第7話:蜘蛛の子を散らす


「発動、蜘蛛の炸裂」


 俺の手元に魔法陣が浮かび上がり、蜘蛛どもが暗色のオーラを纏う。

 そうして、アラクネ型機械兵の首元あたりに蜘蛛達が射出された。


「子の総数は10。どうだ?」


 土煙やオイルが飛散する。

 最終的に母蜘蛛の庇護範囲まで退却してきた子蜘蛛どもを見ながら、ダメージの具合を確認した。


「そんなもんか」


「ミギテくん何今の!?」


 アラクネ型機械兵の右半身に抉るような破損が生じていた。

 内部のオイルがだらだらと漏れ出ている。

 首元に炸裂させたはずだが、予備動作を見て身を逸らされたか。


 そしてこちらも被害ゼロとはいかなかった。

 炸裂させた蜘蛛どもは、明らかに負傷している。


 頭上から魔王サマの声が響く。


『それに使った子ら。おそらく、長くは保たんぞ』


「でしょうね。お怒りで?」


 おどけた表情を作る。

 魔王サマは俺の想定通り、きょとんとした様子でこう返した。


『怒り? 一撃で倒せぬ事など分かっていたぞ。私はそう短気ではない』


 はは、だよな。

 魔王サマにとって子蜘蛛は子供じゃない。駒だ。

 早めに確認できて良かった。妙に人心があったら戦術を練り直さなきゃならないところだ。
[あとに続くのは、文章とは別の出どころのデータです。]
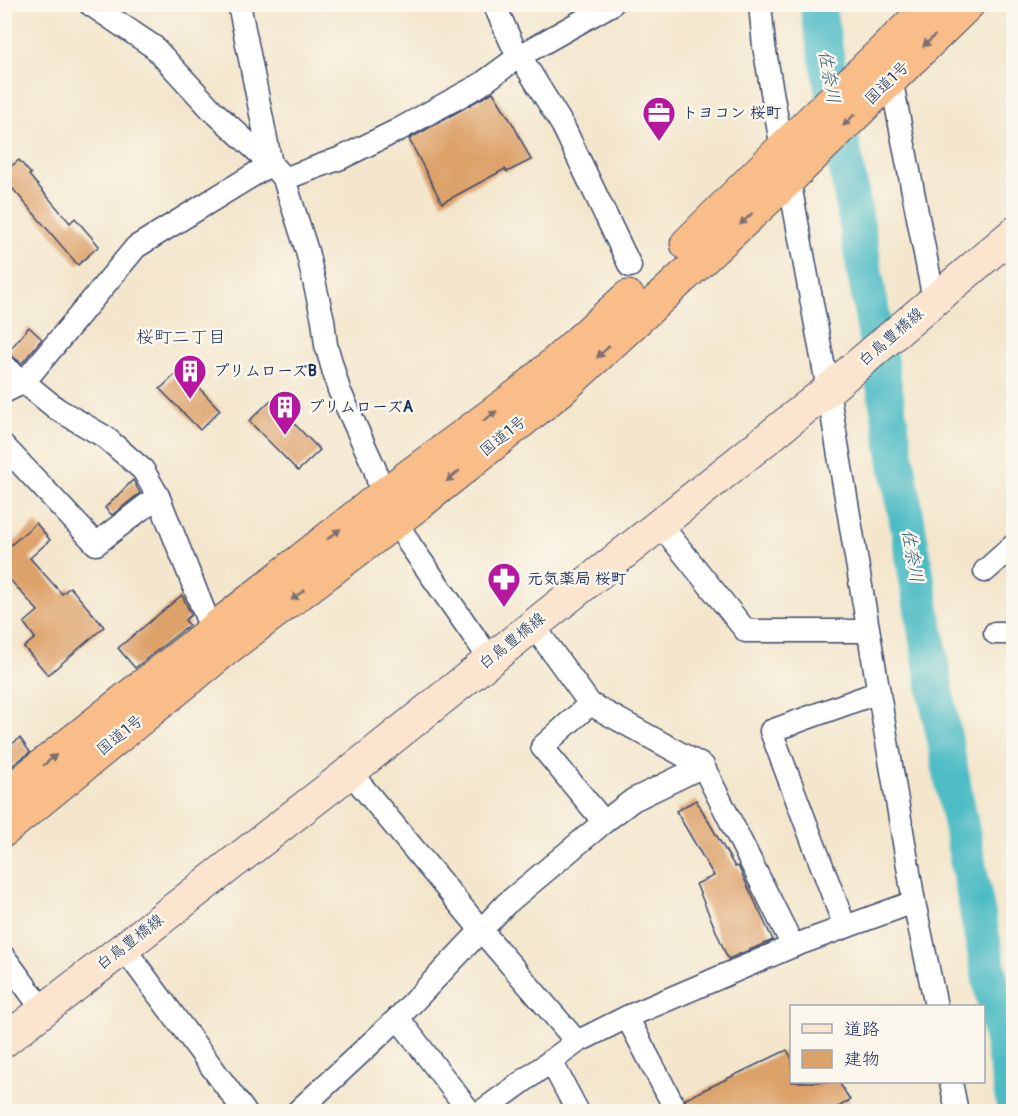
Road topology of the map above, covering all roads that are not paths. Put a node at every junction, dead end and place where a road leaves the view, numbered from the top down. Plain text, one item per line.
1 (90, 4) edge
2 (239, 4) edge
3 (494, 4) edge
4 (612, 4) edge
5 (760, 4) edge
6 (932, 4) edge
7 (968, 4) edge
8 (518, 57) junction
9 (886, 67) junction
10 (785, 164) junction
11 (278, 171) junction
12 (1014, 232) edge
13 (630, 266) dead end
14 (934, 300) junction
15 (4, 366) edge
16 (14, 387) edge
17 (828, 390) junction
18 (4, 446) edge
19 (158, 496) junction
20 (389, 508) junction
21 (660, 524) junction
22 (1014, 545) edge
23 (985, 571) dead end
24 (532, 625) junction
25 (212, 631) junction
26 (868, 631) junction
27 (490, 659) junction
28 (879, 692) junction
29 (590, 704) junction
30 (704, 766) junction
31 (350, 772) junction
32 (4, 796) edge
33 (604, 822) junction
34 (4, 830) edge
35 (914, 902) junction
36 (845, 927) junction
37 (481, 930) junction
38 (793, 945) junction
39 (123, 947) junction
40 (4, 957) edge
41 (936, 1005) edge
42 (42, 1010) junction
43 (627, 1017) junction
44 (398, 1018) junction
45 (4, 1041) edge
46 (577, 1042) junction
47 (551, 1061) junction
48 (951, 1083) edge
49 (245, 1112) edge
50 (297, 1112) edge
51 (470, 1112) edge
52 (482, 1112) edge
53 (578, 1112) edge
54 (677, 1112) edge
55 (957, 1112) edge

1 - 11 street
2 - 11 street
3 - 8 street
4 - 8 street
5 - 10 street
6 - 9 highway, 国道1号
7 -> 9 highway, 国道1号
8 - 11 street
8 - 13 street
9 - 10 highway, 国道1号
9 - 14 street
10 - 17 street
10 - 20 highway, 国道1号
11 - 16 street
11 - 20 street
12 - 14 main road, 白鳥豊橋線
14 - 17 main road, 白鳥豊橋線
15 - 16 street
16 - 19 street
17 - 21 main road, 白鳥豊橋線
17 - 26 street
18 - 19 street
19 - 25 street
25 -> 20 highway, 国道1号
20 - 27 street
20 -> 34 highway, 国道1号
21 - 24 main road, 白鳥豊橋線
21 - 26 street
22 - 23 street
24 - 27 main road, 白鳥豊橋線
24 - 29 street
32 -> 25 highway, 国道1号
26 - 28 street
27 - 31 main road, 白鳥豊橋線
28 - 35 street
28 - 36 street
29 - 30 street
29 - 33 street
30 - 33 street
30 - 38 street
31 - 37 street
31 - 39 main road, 白鳥豊橋線
33 - 37 street
35 - 36 street
35 - 41 street
36 - 38 street
37 - 44 street
37 - 46 street
38 - 43 street
39 - 42 main road, 白鳥豊橋線
39 - 49 street
40 - 42 street
42 - 45 main road, 白鳥豊橋線
43 - 46 street
43 - 54 street
44 - 50 street
44 - 51 street
46 - 47 street
47 - 52 street
47 - 53 street
48 - 55 street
 俺の見立てでは、20匹も集めてド真ん中に命中させればアレは倒せる。

 そこまで戦線を維持できるかってのが問題になってくるが。


 まずはローリス。

 闇の子蜘蛛を時折肉壁みてぇに使いながら、器用に戦い続けている。よほど戦局が崩れない限り安定して戦えそうだ。


 そんで俺の召喚した蜘蛛ども。

 母蜘蛛はピンピンしてるし、子蜘蛛も弱った10匹を除いてもじわじわと数を増やせている。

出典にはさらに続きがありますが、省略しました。